The gap between what a bank wants to offer its customers and what its system will allow not only hobbles them, but carries a hidden cost. Plumery’s Cornel Dixon is determined to set banks free.
The core (centralised online real-time environment) is the crown jewels of any bank, protected with a phalanx of protocols, an arsenal of encryption, and a mindset that will defend it to the death. That’s understandable. It needs to be strong, stable and resilient: it’s the beating heart of every operation, the repository for every customer’s personal identifiable information, and exposing it to anything that might compromise its performance is done under extreme caution.
“Oftentimes, when you look at making a core replacement or changing the core, that’s a major risk. The core is not a fast-moving piece of technology and, to be fair, it probably shouldn’t be,” says Cornel Dixon. “But the layer you want speed on and the layer that you want stability and reduced operational risk on, are often blended together or even the same. And in that instance, it’s a real challenge. Making one change can potentially break the entire chain.”
As Head of Growth at Plumery, Dixon is in the business of change, just not the kind that keeps bank executives awake at night. Instead, he advocates for a fully core-insulated approach to modernisation that also releases banks from an under-appreciated cost – vendor lock-in.

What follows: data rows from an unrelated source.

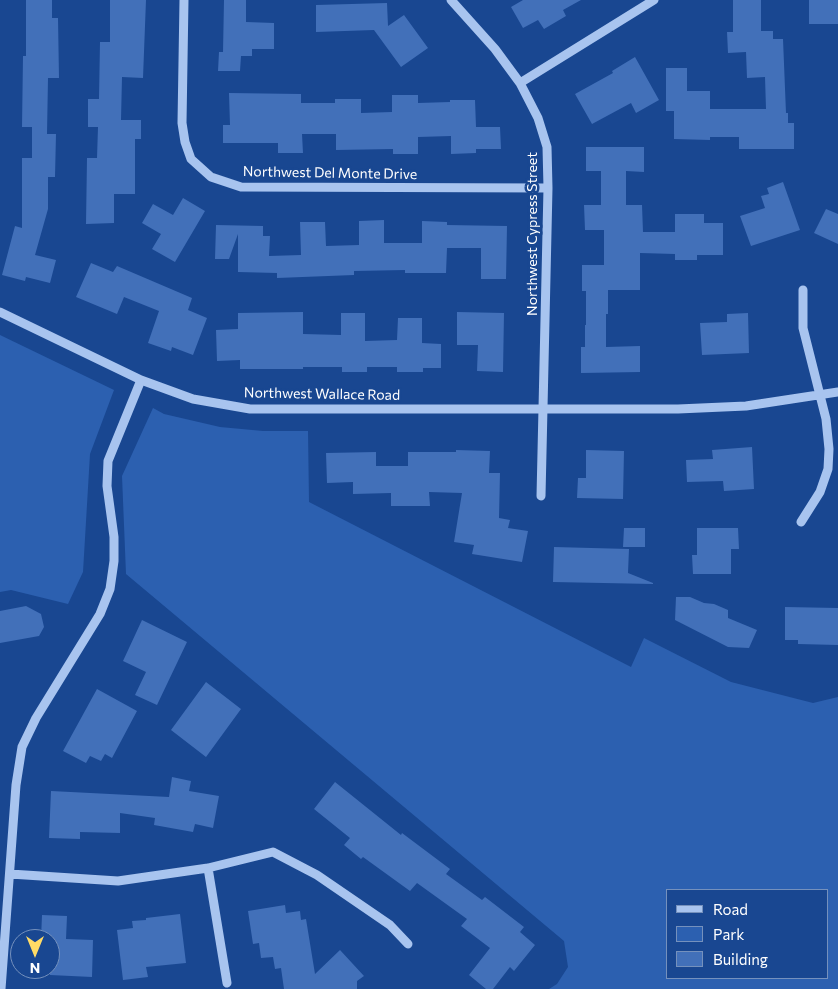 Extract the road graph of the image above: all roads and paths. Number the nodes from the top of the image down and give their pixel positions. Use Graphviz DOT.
graph roads {
  1 [pos="184,0"];
  2 [pos="451,0"];
  3 [pos="654,0"];
  4 [pos="520,83"];
  5 [pos="548,188"];
  6 [pos="803,290"];
  7 [pos="0,312"];
  8 [pos="141,380"];
  9 [pos="838,392"];
  10 [pos="820,394"];
  11 [pos="543,409"];
  12 [pos="541,496"];
  13 [pos="801,522"];
  14 [pos="208,868"];
  15 [pos="10,874"];
  16 [pos="408,944"];
  17 [pos="227,984"];
  18 [pos="1,989"];
  1 -- 5 [label="street, Northwest Del Monte Drive"];
  2 -- 4 [label="street, Northwest Cypress Street"];
  3 -- 4 [label="street"];
  4 -- 5 [label="street, Northwest Cypress Street"];
  5 -- 11 [label="street, Northwest Cypress Street"];
  6 -- 10 [label="street"];
  7 -- 8 [label="street, Northwest Wallace Road"];
  8 -- 11 [label="street, Northwest Wallace Road"];
  8 -- 15 [label="street"];
  9 -- 10 [label="street, Northwest Wallace Road"];
  10 -- 11 [label="street, Northwest Wallace Road"];
  10 -- 13 [label="street"];
  11 -- 12 [label="street"];
  14 -- 15 [label="street"];
  14 -- 16 [label="street"];
  14 -- 17 [label="street"];
  15 -- 18 [label="street"];
}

“I’ve seen this firsthand several times, unfortunately,” says Dixon. “A bank wants to release a new product, a new feature. We’ve all been there. Customers are asking for it. The market is asking for it.
“Fantastic! How do we get it done? Well [your partners tell you], we can’t do it because the core doesn’t allow it. We can’t do it because we don’t have that capability somewhere in the back end, outside of the core. We can’t do it because our digital platform has some constraints on how we build the app, the UI, the UX, the data layer, whatever it might be.
“That dependency on a vendor turns into meetings, which turn into escalations, workarounds and potentially even concessions. That time cost – something that could have been shipped potentially in two weeks or a month – might turn into two months, three months, maybe even longer.”
If Cloud and APIs were supposed to solve the dependency problem, they haven’t for a lot of banks, says Dixon. So, Plumery came up with an alternative. It offers a platform layer on which banks can build digital experiences while the core remains untouched. It also allows them the freedom to buy or build, depending on budget, skills and strategy, meaning they are not totally dependent on a technology partner and the delivery time remains under their control.
“Dependency is something we really rail against here. Being free of those constraints is important (and) I think key and critical nowadays. That’s because waiting on your backend is a recipe for disaster. Customers aren’t waiting. The market’s not waiting,” says Dixon.
The challenge is as much an issue for the first generation of neobanks who now find themselves sitting on ageing foundational architecture, as it ever was for older legacy institutions, says Dixon. Although the mindset is different.
“On the one hand, more traditional banks underestimate the value of speed. And it’s not their fault, right? If you own a house and you’ve lived in that house for a very long time, and especially if it’s an older building, renovations can be time-consuming and difficult.
“Digital challengers move very quickly. They see a problem, they want to capture the market as quickly as they can because they know that not to move, not to fix a problem, not to find a solution for the customers, means they lose a competitive advantage. That said, they maybe don’t appreciate the regulatory and compliance aspects of financial services in the same way that a traditional bank does, and underestimate a lot of the heavy lifting that’s required.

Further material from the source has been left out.